── PROVIDED MATERIAL ──

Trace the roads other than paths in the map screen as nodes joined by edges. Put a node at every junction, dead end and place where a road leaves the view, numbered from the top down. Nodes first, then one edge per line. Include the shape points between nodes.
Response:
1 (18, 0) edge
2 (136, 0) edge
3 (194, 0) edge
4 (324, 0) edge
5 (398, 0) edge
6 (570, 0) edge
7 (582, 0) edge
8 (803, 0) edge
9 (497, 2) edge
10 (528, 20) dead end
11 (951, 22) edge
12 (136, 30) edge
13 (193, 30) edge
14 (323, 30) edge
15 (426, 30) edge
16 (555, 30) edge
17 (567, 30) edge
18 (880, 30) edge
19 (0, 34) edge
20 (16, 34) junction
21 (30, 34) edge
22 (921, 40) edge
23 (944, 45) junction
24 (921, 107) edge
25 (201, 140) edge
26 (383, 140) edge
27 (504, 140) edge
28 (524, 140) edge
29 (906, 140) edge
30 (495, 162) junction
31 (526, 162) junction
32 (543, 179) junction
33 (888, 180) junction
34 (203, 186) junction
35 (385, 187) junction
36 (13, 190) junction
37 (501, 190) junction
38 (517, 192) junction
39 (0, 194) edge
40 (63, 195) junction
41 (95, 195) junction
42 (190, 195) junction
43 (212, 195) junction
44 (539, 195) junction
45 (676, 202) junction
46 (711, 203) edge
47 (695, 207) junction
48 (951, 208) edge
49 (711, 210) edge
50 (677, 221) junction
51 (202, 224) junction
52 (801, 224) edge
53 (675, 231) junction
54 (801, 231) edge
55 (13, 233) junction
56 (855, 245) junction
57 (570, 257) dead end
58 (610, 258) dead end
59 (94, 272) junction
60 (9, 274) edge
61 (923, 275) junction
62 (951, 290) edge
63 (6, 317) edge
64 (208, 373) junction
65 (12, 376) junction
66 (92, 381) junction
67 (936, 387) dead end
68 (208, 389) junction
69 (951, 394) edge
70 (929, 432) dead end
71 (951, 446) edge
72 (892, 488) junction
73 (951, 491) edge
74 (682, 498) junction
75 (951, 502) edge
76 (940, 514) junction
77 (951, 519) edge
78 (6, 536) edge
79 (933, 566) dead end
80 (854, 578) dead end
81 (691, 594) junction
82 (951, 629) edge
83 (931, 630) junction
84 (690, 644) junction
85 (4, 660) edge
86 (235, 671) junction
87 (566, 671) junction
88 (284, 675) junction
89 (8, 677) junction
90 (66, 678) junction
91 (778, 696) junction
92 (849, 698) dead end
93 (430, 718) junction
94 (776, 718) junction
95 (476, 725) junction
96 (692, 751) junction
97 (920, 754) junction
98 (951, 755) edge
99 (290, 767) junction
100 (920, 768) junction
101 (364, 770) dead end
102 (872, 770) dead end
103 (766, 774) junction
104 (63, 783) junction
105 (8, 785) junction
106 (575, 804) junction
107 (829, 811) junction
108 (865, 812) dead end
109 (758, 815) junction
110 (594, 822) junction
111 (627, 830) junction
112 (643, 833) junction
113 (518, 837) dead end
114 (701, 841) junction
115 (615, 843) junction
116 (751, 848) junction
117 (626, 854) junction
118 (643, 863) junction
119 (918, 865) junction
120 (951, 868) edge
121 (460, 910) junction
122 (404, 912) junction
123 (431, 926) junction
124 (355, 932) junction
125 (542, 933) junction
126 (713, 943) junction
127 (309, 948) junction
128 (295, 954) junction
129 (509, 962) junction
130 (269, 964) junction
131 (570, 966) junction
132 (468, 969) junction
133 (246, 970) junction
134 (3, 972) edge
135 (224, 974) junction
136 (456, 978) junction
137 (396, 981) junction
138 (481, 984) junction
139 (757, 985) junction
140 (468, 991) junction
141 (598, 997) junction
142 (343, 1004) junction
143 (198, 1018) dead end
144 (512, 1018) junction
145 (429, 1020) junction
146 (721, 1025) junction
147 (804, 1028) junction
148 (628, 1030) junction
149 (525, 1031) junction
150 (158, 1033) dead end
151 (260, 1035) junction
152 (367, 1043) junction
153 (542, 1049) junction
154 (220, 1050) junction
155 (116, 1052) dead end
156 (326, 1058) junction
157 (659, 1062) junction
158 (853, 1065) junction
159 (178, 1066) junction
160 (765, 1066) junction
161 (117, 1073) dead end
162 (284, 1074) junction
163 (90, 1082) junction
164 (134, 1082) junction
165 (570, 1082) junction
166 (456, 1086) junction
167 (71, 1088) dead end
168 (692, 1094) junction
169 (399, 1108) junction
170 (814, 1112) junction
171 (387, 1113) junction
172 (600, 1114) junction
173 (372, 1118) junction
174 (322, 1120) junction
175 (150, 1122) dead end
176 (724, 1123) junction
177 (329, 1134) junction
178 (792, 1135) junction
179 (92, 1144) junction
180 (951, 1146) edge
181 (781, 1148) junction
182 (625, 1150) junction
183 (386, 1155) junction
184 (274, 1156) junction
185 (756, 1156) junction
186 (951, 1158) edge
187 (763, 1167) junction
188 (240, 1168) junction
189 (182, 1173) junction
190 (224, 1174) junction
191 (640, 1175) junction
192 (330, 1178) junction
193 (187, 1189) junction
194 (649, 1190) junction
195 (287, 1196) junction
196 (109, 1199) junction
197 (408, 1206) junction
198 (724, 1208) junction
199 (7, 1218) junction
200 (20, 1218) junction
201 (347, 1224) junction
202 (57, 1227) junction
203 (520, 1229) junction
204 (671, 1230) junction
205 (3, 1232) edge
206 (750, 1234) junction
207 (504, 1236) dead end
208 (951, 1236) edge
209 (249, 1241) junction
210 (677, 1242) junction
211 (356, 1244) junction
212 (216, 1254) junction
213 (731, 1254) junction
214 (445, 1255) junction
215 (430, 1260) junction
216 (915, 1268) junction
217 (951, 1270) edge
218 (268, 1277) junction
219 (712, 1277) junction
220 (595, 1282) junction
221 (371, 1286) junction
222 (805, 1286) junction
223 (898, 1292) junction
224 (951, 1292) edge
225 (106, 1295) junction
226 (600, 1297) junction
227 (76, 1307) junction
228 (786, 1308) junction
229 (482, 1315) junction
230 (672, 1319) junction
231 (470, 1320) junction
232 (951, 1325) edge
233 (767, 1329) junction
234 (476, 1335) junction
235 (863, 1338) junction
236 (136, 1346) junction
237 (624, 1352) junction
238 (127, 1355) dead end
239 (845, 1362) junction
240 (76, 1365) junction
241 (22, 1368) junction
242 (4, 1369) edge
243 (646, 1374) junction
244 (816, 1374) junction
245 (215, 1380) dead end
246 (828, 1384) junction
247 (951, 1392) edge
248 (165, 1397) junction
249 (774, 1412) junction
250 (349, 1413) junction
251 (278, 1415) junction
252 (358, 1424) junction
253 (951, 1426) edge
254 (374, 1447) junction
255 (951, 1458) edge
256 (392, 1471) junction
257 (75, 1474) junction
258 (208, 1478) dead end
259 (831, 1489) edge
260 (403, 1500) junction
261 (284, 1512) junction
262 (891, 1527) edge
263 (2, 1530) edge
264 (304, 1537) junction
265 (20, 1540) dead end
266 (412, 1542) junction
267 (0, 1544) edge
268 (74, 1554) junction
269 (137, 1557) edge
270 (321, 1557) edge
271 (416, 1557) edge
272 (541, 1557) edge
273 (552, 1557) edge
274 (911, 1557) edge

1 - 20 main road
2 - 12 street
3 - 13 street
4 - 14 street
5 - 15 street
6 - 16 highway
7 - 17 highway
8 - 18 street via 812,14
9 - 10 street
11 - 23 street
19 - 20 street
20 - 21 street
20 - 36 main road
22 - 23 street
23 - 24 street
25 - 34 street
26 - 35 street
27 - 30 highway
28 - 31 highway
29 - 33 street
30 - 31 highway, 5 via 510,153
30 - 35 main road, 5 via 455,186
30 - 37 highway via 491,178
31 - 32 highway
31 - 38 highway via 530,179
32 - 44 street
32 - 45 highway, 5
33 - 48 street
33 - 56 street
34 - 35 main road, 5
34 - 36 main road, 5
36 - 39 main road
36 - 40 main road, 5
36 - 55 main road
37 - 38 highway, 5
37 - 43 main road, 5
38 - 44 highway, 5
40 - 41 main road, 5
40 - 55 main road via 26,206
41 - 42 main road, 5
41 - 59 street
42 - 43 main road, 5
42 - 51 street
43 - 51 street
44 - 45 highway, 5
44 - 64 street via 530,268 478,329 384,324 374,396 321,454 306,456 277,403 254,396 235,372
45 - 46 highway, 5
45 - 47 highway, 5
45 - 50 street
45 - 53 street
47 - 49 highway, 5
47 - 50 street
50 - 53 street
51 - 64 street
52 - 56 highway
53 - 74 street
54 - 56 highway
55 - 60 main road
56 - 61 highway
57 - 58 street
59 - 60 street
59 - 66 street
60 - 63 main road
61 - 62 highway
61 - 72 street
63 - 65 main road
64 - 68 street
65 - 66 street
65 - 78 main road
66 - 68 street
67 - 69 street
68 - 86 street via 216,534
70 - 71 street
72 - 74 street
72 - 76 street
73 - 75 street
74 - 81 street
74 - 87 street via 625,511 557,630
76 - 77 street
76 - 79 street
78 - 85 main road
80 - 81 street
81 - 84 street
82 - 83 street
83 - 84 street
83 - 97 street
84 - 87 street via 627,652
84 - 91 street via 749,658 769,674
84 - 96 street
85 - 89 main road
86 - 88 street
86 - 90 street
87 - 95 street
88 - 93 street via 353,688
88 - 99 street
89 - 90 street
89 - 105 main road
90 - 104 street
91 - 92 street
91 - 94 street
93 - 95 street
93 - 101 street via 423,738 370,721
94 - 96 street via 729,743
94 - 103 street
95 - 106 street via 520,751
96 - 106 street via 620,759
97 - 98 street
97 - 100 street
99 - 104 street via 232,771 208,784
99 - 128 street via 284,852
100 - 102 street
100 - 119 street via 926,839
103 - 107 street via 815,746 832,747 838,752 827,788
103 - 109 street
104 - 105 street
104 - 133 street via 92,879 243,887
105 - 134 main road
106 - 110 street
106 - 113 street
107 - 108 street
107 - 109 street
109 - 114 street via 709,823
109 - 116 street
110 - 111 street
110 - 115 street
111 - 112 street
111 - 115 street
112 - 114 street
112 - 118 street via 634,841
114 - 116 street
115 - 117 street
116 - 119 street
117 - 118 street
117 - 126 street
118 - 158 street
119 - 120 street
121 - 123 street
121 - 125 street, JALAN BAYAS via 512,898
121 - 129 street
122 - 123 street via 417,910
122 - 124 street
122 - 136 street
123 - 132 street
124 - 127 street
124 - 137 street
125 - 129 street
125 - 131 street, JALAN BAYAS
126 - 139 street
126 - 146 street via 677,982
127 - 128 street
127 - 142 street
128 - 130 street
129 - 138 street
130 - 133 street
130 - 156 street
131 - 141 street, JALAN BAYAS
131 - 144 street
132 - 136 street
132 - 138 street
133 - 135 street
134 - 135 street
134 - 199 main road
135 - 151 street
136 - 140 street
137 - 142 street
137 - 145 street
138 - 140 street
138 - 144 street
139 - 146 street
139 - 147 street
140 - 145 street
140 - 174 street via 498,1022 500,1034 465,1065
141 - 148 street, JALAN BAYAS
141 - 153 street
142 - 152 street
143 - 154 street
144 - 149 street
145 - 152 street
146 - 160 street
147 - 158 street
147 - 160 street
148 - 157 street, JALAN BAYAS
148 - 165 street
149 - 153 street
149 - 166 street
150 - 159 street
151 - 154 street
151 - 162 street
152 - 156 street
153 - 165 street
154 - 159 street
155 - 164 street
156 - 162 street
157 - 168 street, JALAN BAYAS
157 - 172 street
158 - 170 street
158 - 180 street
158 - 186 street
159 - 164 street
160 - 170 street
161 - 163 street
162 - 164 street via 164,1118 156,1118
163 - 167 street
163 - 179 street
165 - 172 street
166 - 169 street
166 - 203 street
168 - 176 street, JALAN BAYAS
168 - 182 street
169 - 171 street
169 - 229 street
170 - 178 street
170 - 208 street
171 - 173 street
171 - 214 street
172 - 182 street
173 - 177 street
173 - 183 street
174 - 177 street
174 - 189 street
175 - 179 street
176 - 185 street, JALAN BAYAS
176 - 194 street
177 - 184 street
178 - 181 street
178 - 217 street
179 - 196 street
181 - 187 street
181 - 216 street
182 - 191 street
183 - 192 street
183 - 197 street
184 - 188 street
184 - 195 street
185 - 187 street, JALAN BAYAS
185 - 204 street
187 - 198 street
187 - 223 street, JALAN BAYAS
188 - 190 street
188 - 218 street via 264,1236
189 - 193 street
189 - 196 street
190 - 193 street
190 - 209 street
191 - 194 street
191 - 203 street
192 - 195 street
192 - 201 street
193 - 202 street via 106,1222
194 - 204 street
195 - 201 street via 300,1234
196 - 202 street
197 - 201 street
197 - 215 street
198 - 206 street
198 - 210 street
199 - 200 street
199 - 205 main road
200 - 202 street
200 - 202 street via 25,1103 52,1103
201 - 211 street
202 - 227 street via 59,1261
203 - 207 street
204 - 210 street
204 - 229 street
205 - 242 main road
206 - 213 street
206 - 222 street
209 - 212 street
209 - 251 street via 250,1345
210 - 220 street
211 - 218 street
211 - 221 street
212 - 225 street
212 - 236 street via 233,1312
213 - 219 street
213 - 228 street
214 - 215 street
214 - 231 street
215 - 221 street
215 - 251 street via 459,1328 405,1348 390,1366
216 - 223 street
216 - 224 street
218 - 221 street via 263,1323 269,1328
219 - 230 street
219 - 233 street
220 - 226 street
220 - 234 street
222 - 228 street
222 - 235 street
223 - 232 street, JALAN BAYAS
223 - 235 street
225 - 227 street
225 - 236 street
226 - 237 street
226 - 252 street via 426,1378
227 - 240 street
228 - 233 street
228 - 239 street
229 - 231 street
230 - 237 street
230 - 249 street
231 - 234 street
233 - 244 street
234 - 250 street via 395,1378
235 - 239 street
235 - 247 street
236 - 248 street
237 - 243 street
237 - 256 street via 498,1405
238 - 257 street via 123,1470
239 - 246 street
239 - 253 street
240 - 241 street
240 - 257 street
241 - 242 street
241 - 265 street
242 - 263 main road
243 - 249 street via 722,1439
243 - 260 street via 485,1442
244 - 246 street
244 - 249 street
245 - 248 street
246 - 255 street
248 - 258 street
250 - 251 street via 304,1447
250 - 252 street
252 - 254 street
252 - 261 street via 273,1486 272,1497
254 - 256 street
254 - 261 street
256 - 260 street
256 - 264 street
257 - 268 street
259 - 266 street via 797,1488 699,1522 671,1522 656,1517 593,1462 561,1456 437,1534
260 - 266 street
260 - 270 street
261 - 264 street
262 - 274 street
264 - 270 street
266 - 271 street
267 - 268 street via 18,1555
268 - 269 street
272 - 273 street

───

Find and copy each line of the data where "BAYAS" is present.

121 - 125 street, JALAN BAYAS via 512,898
125 - 131 street, JALAN BAYAS
131 - 141 street, JALAN BAYAS
141 - 148 street, JALAN BAYAS
148 - 157 street, JALAN BAYAS
157 - 168 street, JALAN BAYAS
168 - 176 street, JALAN BAYAS
176 - 185 street, JALAN BAYAS
185 - 187 street, JALAN BAYAS
187 - 223 street, JALAN BAYAS
223 - 232 street, JALAN BAYAS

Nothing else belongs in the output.